----- GIVEN DATA

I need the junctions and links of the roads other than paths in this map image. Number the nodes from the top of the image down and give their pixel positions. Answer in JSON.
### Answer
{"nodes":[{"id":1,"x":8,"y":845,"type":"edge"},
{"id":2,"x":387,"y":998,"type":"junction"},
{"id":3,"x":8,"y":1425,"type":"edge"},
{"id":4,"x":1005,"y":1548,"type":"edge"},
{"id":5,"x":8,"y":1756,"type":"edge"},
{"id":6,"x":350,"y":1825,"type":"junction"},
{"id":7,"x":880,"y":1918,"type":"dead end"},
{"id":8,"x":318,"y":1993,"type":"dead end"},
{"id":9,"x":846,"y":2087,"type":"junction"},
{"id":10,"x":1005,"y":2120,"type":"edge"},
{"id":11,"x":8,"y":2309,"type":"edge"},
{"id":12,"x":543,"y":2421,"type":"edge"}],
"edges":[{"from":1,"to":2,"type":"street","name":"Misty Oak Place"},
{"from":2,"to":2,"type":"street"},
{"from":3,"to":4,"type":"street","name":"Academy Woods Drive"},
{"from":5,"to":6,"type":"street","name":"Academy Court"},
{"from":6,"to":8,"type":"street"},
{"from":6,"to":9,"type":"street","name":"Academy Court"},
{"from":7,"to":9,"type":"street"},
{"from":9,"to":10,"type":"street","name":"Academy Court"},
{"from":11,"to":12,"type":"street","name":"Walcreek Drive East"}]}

----------

→ **PROMPT**: Search the material above for the string "Drive", and copy every line in which it turns up.

→ **RESULT FOR THIS EXERCISE**:
{"from":3,"to":4,"type":"street","name":"Academy Woods Drive"},
{"from":11,"to":12,"type":"street","name":"Walcreek Drive East"}]}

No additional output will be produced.